(Data extract):
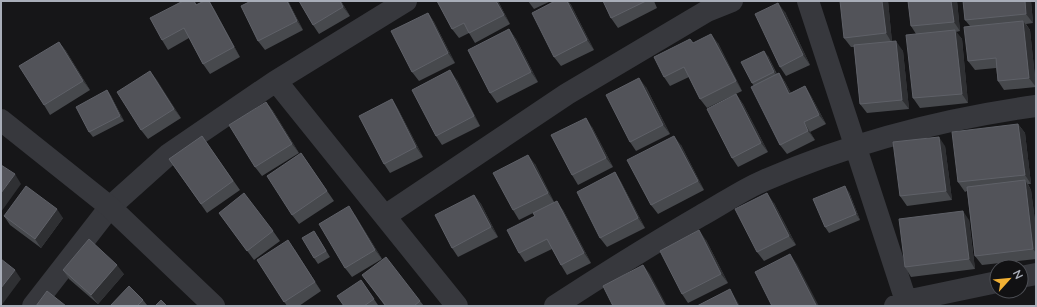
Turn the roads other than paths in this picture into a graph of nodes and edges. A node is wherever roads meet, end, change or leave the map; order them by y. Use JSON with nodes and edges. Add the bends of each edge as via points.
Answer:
{"nodes":[{"id":1,"x":406,"y":1,"type":"edge"},
{"id":2,"x":732,"y":1,"type":"edge"},
{"id":3,"x":808,"y":1,"type":"edge"},
{"id":4,"x":276,"y":81,"type":"junction"},
{"id":5,"x":1036,"y":106,"type":"edge"},
{"id":6,"x":1,"y":120,"type":"edge"},
{"id":7,"x":855,"y":145,"type":"junction"},
{"id":8,"x":110,"y":208,"type":"junction"},
{"id":9,"x":385,"y":216,"type":"junction"},
{"id":10,"x":989,"y":284,"type":"edge"},
{"id":11,"x":904,"y":304,"type":"edge"},
{"id":12,"x":33,"y":306,"type":"edge"},
{"id":13,"x":214,"y":306,"type":"edge"},
{"id":14,"x":457,"y":306,"type":"edge"},
{"id":15,"x":555,"y":306,"type":"edge"}],
"edges":[{"from":1,"to":4,"type":"street"},
{"from":2,"to":9,"type":"street","via":[[707,11],[566,94]]},
{"from":3,"to":7,"type":"street"},
{"from":4,"to":8,"type":"street","via":[[169,154]]},
{"from":4,"to":9,"type":"street"},
{"from":5,"to":7,"type":"street","via":[[939,123]]},
{"from":6,"to":8,"type":"street"},
{"from":7,"to":11,"type":"street"},
{"from":7,"to":15,"type":"street","via":[[761,181],[626,259]]},
{"from":8,"to":12,"type":"street"},
{"from":8,"to":13,"type":"street"},
{"from":9,"to":14,"type":"street"},
{"from":10,"to":11,"type":"street"}]}
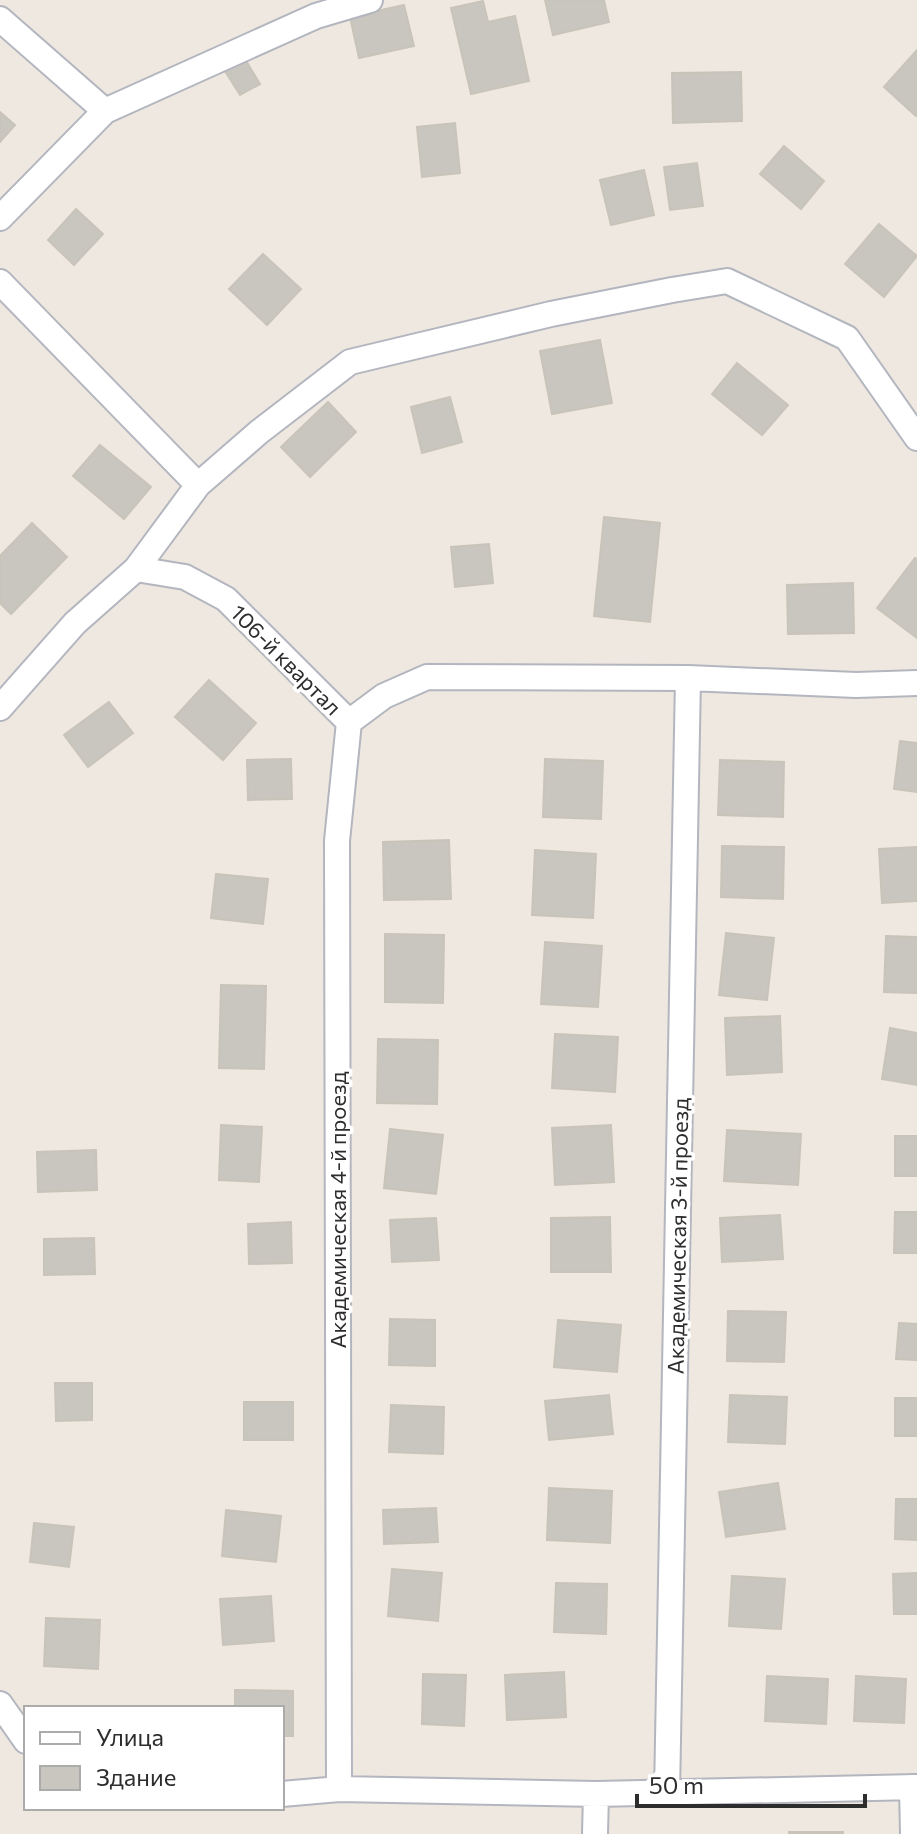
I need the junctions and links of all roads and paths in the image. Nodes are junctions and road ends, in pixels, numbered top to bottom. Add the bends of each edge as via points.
1 (370, 0) edge
2 (0, 19) edge
3 (105, 111) junction
4 (0, 218) edge
5 (0, 282) edge
6 (917, 438) edge
7 (198, 485) junction
8 (136, 569) junction
9 (688, 678) junction
10 (917, 683) edge
11 (0, 708) edge
12 (349, 722) junction
13 (0, 1704) edge
14 (24, 1738) edge
15 (914, 1787) edge
16 (339, 1789) junction
17 (667, 1793) junction
18 (284, 1794) edge
19 (596, 1794) junction
20 (595, 1834) edge
21 (913, 1834) edge

1 - 3 street via 316,16
2 - 3 street
3 - 4 street
5 - 7 street
6 - 7 street via 847,338 727,281 551,314 350,362
7 - 8 street
8 - 11 street via 75,623
8 - 12 street, 106-й квартал via 185,577 226,599
9 - 10 street
9 - 12 street via 427,677 384,696
9 - 17 street, Академическая 3-й проезд
12 - 16 street, Академическая 4-й проезд via 337,841
13 - 14 street
15 - 17 street
15 - 21 street
16 - 18 street
16 - 19 street
17 - 19 street
19 - 20 street

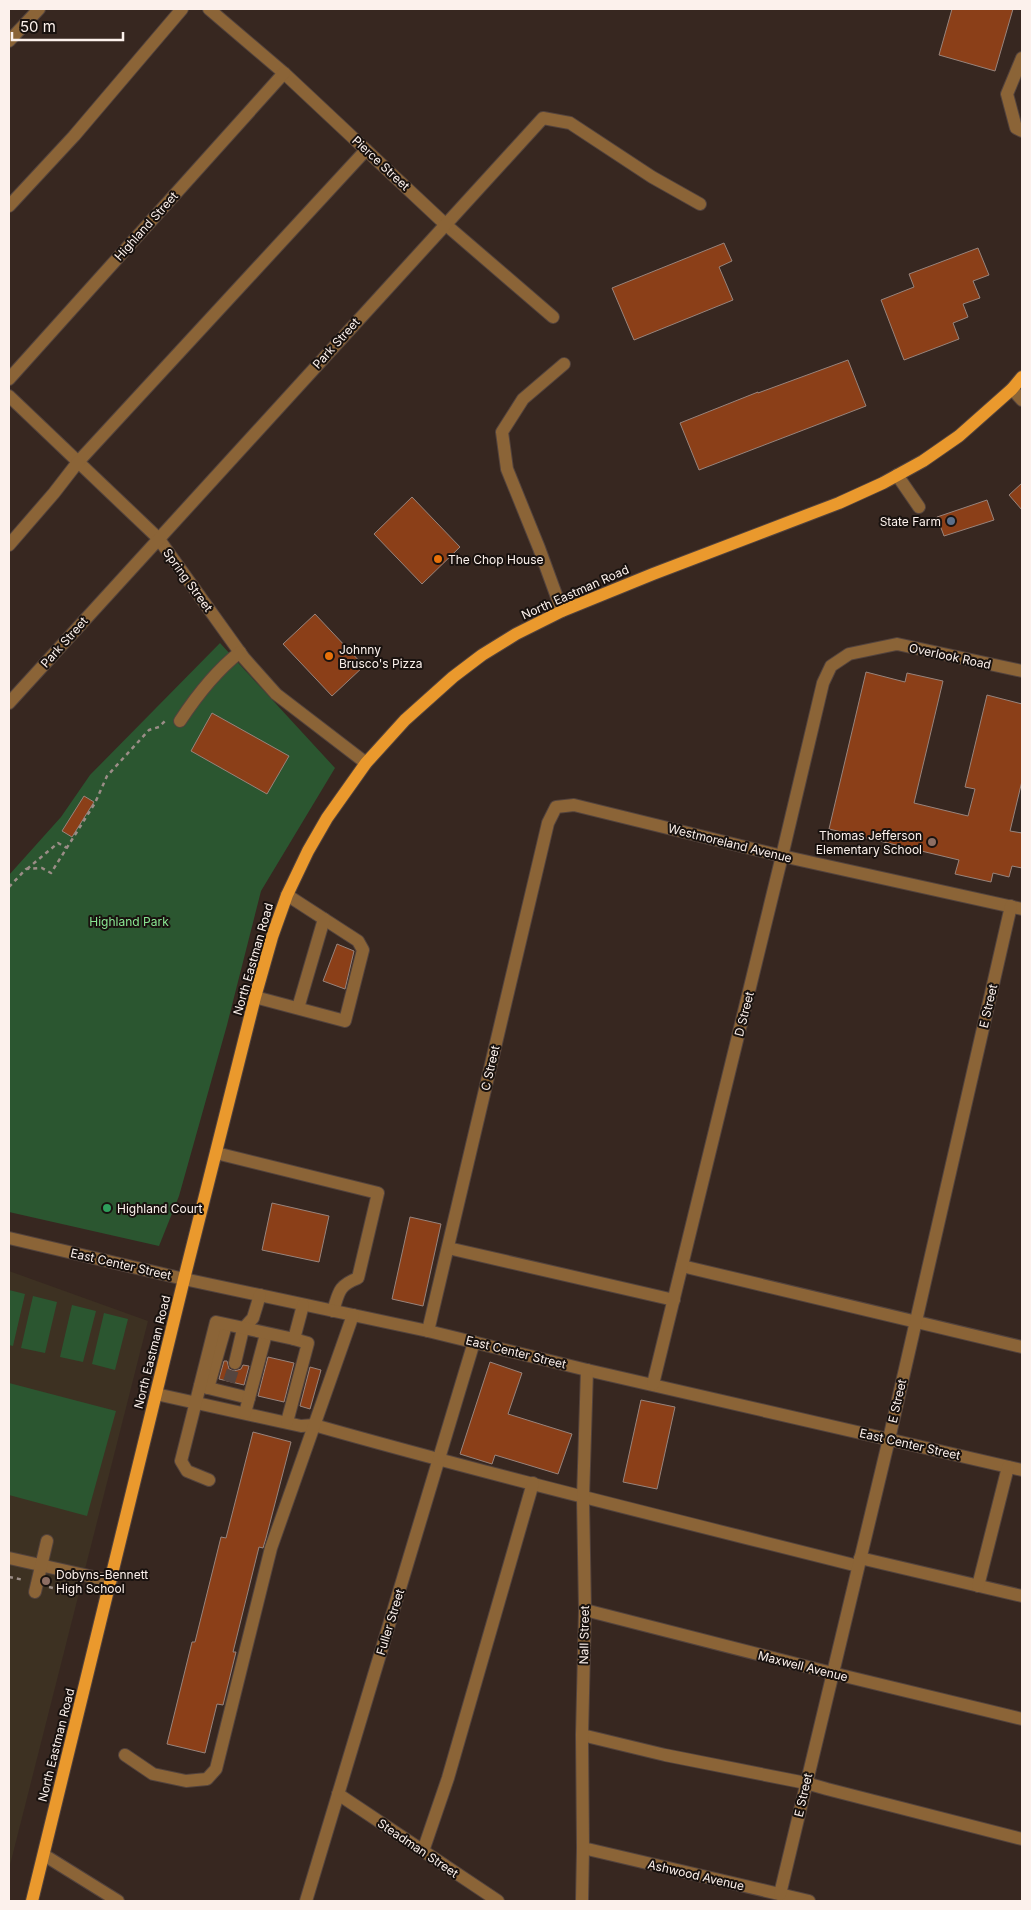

(Task to carry out): What you return must match the records above exactly, minus any images.

(Written response):
Turn the roads other than paths in this picture into a graph of nodes and edges. A node is wherever roads meet, end, change or leave the map; order them by y. Use JSON with nodes and edges. Add the bends of each edge as via points.
Answer:
{"nodes":[{"id":1,"x":406,"y":1,"type":"edge"},
{"id":2,"x":732,"y":1,"type":"edge"},
{"id":3,"x":808,"y":1,"type":"edge"},
{"id":4,"x":276,"y":81,"type":"junction"},
{"id":5,"x":1036,"y":106,"type":"edge"},
{"id":6,"x":1,"y":120,"type":"edge"},
{"id":7,"x":855,"y":145,"type":"junction"},
{"id":8,"x":110,"y":208,"type":"junction"},
{"id":9,"x":385,"y":216,"type":"junction"},
{"id":10,"x":989,"y":284,"type":"edge"},
{"id":11,"x":904,"y":304,"type":"edge"},
{"id":12,"x":33,"y":306,"type":"edge"},
{"id":13,"x":214,"y":306,"type":"edge"},
{"id":14,"x":457,"y":306,"type":"edge"},
{"id":15,"x":555,"y":306,"type":"edge"}],
"edges":[{"from":1,"to":4,"type":"street"},
{"from":2,"to":9,"type":"street","via":[[707,11],[566,94]]},
{"from":3,"to":7,"type":"street"},
{"from":4,"to":8,"type":"street","via":[[169,154]]},
{"from":4,"to":9,"type":"street"},
{"from":5,"to":7,"type":"street","via":[[939,123]]},
{"from":6,"to":8,"type":"street"},
{"from":7,"to":11,"type":"street"},
{"from":7,"to":15,"type":"street","via":[[761,181],[626,259]]},
{"from":8,"to":12,"type":"street"},
{"from":8,"to":13,"type":"street"},
{"from":9,"to":14,"type":"street"},
{"from":10,"to":11,"type":"street"}]}
I need the junctions and links of all roads and paths in the image. Nodes are junctions and road ends, in pixels, numbered top to bottom. Add the bends of each edge as via points.
1 (370, 0) edge
2 (0, 19) edge
3 (105, 111) junction
4 (0, 218) edge
5 (0, 282) edge
6 (917, 438) edge
7 (198, 485) junction
8 (136, 569) junction
9 (688, 678) junction
10 (917, 683) edge
11 (0, 708) edge
12 (349, 722) junction
13 (0, 1704) edge
14 (24, 1738) edge
15 (914, 1787) edge
16 (339, 1789) junction
17 (667, 1793) junction
18 (284, 1794) edge
19 (596, 1794) junction
20 (595, 1834) edge
21 (913, 1834) edge

1 - 3 street via 316,16
2 - 3 street
3 - 4 street
5 - 7 street
6 - 7 street via 847,338 727,281 551,314 350,362
7 - 8 street
8 - 11 street via 75,623
8 - 12 street, 106-й квартал via 185,577 226,599
9 - 10 street
9 - 12 street via 427,677 384,696
9 - 17 street, Академическая 3-й проезд
12 - 16 street, Академическая 4-й проезд via 337,841
13 - 14 street
15 - 17 street
15 - 21 street
16 - 18 street
16 - 19 street
17 - 19 street
19 - 20 street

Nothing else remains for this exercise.